**WORK REQUIRED**
Scan the records for the string "East", then copy each line that has it.

**DATASET CONTENT**
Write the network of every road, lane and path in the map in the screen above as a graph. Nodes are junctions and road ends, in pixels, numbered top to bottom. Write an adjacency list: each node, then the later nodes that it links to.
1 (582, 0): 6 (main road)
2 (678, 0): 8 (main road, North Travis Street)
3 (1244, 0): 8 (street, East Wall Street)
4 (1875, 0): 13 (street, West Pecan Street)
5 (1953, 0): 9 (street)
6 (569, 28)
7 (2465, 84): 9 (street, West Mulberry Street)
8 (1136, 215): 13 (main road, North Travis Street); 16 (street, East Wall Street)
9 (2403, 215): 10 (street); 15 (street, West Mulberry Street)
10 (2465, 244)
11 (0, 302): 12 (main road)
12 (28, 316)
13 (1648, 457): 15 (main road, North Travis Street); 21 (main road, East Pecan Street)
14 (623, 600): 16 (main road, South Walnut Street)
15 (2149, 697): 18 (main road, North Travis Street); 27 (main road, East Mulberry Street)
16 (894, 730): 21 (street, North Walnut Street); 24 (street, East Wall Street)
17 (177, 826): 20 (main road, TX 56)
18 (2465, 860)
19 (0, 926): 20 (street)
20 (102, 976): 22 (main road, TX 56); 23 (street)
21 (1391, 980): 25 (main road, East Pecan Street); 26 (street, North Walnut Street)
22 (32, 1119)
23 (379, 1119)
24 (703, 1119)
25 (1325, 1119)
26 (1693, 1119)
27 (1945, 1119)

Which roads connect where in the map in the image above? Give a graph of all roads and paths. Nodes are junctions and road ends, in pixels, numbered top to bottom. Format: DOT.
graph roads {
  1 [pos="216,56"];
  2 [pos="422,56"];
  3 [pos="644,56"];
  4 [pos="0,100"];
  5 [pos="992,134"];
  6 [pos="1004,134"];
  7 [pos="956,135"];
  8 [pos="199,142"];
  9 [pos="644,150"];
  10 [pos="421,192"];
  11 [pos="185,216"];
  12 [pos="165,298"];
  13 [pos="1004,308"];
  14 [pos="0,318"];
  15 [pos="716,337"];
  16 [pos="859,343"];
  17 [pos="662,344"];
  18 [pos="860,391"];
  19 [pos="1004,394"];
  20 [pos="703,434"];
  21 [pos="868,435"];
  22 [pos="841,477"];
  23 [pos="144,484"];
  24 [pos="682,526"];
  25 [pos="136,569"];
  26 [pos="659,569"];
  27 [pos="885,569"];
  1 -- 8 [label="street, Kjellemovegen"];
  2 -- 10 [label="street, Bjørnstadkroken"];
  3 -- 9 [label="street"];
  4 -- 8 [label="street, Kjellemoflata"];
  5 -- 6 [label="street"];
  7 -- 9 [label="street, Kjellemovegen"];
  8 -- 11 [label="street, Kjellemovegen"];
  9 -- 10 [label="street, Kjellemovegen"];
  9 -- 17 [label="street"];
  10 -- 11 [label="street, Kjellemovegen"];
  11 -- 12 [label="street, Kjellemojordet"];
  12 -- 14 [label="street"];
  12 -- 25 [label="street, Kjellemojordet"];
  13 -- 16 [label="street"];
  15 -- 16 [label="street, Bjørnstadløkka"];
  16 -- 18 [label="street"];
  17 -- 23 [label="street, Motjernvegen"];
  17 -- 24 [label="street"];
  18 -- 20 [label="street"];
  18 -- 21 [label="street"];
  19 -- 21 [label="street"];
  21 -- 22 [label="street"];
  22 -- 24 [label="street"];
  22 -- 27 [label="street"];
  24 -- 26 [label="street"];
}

**EXPECTED ANSWER**
3 (1244, 0): 8 (street, East Wall Street)
8 (1136, 215): 13 (main road, North Travis Street); 16 (street, East Wall Street)
13 (1648, 457): 15 (main road, North Travis Street); 21 (main road, East Pecan Street)
15 (2149, 697): 18 (main road, North Travis Street); 27 (main road, East Mulberry Street)
16 (894, 730): 21 (street, North Walnut Street); 24 (street, East Wall Street)
21 (1391, 980): 25 (main road, East Pecan Street); 26 (street, North Walnut Street)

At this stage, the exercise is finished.